### Your instructions
Every record shown below should be duplicated exactly.
═════ Record excerpts
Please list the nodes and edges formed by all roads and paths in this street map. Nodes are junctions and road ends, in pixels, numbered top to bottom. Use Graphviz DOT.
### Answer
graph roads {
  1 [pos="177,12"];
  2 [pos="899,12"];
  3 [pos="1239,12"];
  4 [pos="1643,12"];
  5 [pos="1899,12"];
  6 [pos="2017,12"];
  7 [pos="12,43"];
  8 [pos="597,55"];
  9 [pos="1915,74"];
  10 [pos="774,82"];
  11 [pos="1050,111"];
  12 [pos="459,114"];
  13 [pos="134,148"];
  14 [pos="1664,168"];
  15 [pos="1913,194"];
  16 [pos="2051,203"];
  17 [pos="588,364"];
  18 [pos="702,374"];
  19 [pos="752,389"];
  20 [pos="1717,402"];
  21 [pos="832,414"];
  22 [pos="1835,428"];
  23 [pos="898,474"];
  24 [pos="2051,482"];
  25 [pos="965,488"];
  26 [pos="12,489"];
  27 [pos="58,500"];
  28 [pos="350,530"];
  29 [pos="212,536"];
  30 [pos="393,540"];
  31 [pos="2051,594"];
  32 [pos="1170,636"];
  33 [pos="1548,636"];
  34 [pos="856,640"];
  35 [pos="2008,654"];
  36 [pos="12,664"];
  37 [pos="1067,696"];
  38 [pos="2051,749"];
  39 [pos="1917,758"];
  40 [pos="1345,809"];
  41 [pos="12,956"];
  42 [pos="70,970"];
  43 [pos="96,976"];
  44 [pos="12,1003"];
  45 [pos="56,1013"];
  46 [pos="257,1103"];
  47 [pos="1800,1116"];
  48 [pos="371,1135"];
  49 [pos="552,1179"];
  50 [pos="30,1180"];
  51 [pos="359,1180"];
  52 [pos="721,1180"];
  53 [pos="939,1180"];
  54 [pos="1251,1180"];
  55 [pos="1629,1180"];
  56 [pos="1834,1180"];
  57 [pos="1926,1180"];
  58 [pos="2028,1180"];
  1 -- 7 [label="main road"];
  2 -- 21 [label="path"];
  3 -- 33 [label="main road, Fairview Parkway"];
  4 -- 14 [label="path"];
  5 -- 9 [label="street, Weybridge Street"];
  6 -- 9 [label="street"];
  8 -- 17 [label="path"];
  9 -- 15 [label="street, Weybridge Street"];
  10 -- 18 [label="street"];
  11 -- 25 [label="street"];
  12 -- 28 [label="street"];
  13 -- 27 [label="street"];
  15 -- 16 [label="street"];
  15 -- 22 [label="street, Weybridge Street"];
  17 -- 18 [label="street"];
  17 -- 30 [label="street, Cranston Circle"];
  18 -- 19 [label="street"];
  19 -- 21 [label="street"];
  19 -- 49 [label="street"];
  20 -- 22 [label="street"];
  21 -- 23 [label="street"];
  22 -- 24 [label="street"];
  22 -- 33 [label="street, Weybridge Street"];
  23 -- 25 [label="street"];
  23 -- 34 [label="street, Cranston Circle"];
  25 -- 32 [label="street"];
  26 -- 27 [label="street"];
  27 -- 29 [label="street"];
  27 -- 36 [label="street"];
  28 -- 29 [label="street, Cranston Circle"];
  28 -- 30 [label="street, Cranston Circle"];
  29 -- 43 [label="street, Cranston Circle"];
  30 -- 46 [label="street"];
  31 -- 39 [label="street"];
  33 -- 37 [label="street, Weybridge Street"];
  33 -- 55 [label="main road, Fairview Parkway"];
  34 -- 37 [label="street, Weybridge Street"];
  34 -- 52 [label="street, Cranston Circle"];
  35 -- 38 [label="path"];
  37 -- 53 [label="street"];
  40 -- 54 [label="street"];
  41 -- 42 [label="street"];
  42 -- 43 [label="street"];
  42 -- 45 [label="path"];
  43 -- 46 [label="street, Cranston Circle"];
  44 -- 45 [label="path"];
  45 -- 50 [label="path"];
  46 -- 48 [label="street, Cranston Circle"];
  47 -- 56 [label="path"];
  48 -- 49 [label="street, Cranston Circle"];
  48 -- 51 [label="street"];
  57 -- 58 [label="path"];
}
══════════
### Response area
Please list the nodes and edges formed by all roads and paths in this street map. Nodes are junctions and road ends, in pixels, numbered top to bottom. Use Graphviz DOT.
### Answer
graph roads {
  1 [pos="177,12"];
  2 [pos="899,12"];
  3 [pos="1239,12"];
  4 [pos="1643,12"];
  5 [pos="1899,12"];
  6 [pos="2017,12"];
  7 [pos="12,43"];
  8 [pos="597,55"];
  9 [pos="1915,74"];
  10 [pos="774,82"];
  11 [pos="1050,111"];
  12 [pos="459,114"];
  13 [pos="134,148"];
  14 [pos="1664,168"];
  15 [pos="1913,194"];
  16 [pos="2051,203"];
  17 [pos="588,364"];
  18 [pos="702,374"];
  19 [pos="752,389"];
  20 [pos="1717,402"];
  21 [pos="832,414"];
  22 [pos="1835,428"];
  23 [pos="898,474"];
  24 [pos="2051,482"];
  25 [pos="965,488"];
  26 [pos="12,489"];
  27 [pos="58,500"];
  28 [pos="350,530"];
  29 [pos="212,536"];
  30 [pos="393,540"];
  31 [pos="2051,594"];
  32 [pos="1170,636"];
  33 [pos="1548,636"];
  34 [pos="856,640"];
  35 [pos="2008,654"];
  36 [pos="12,664"];
  37 [pos="1067,696"];
  38 [pos="2051,749"];
  39 [pos="1917,758"];
  40 [pos="1345,809"];
  41 [pos="12,956"];
  42 [pos="70,970"];
  43 [pos="96,976"];
  44 [pos="12,1003"];
  45 [pos="56,1013"];
  46 [pos="257,1103"];
  47 [pos="1800,1116"];
  48 [pos="371,1135"];
  49 [pos="552,1179"];
  50 [pos="30,1180"];
  51 [pos="359,1180"];
  52 [pos="721,1180"];
  53 [pos="939,1180"];
  54 [pos="1251,1180"];
  55 [pos="1629,1180"];
  56 [pos="1834,1180"];
  57 [pos="1926,1180"];
  58 [pos="2028,1180"];
  1 -- 7 [label="main road"];
  2 -- 21 [label="path"];
  3 -- 33 [label="main road, Fairview Parkway"];
  4 -- 14 [label="path"];
  5 -- 9 [label="street, Weybridge Street"];
  6 -- 9 [label="street"];
  8 -- 17 [label="path"];
  9 -- 15 [label="street, Weybridge Street"];
  10 -- 18 [label="street"];
  11 -- 25 [label="street"];
  12 -- 28 [label="street"];
  13 -- 27 [label="street"];
  15 -- 16 [label="street"];
  15 -- 22 [label="street, Weybridge Street"];
  17 -- 18 [label="street"];
  17 -- 30 [label="street, Cranston Circle"];
  18 -- 19 [label="street"];
  19 -- 21 [label="street"];
  19 -- 49 [label="street"];
  20 -- 22 [label="street"];
  21 -- 23 [label="street"];
  22 -- 24 [label="street"];
  22 -- 33 [label="street, Weybridge Street"];
  23 -- 25 [label="street"];
  23 -- 34 [label="street, Cranston Circle"];
  25 -- 32 [label="street"];
  26 -- 27 [label="street"];
  27 -- 29 [label="street"];
  27 -- 36 [label="street"];
  28 -- 29 [label="street, Cranston Circle"];
  28 -- 30 [label="street, Cranston Circle"];
  29 -- 43 [label="street, Cranston Circle"];
  30 -- 46 [label="street"];
  31 -- 39 [label="street"];
  33 -- 37 [label="street, Weybridge Street"];
  33 -- 55 [label="main road, Fairview Parkway"];
  34 -- 37 [label="street, Weybridge Street"];
  34 -- 52 [label="street, Cranston Circle"];
  35 -- 38 [label="path"];
  37 -- 53 [label="street"];
  40 -- 54 [label="street"];
  41 -- 42 [label="street"];
  42 -- 43 [label="street"];
  42 -- 45 [label="path"];
  43 -- 46 [label="street, Cranston Circle"];
  44 -- 45 [label="path"];
  45 -- 50 [label="path"];
  46 -- 48 [label="street, Cranston Circle"];
  47 -- 56 [label="path"];
  48 -- 49 [label="street, Cranston Circle"];
  48 -- 51 [label="street"];
  57 -- 58 [label="path"];
}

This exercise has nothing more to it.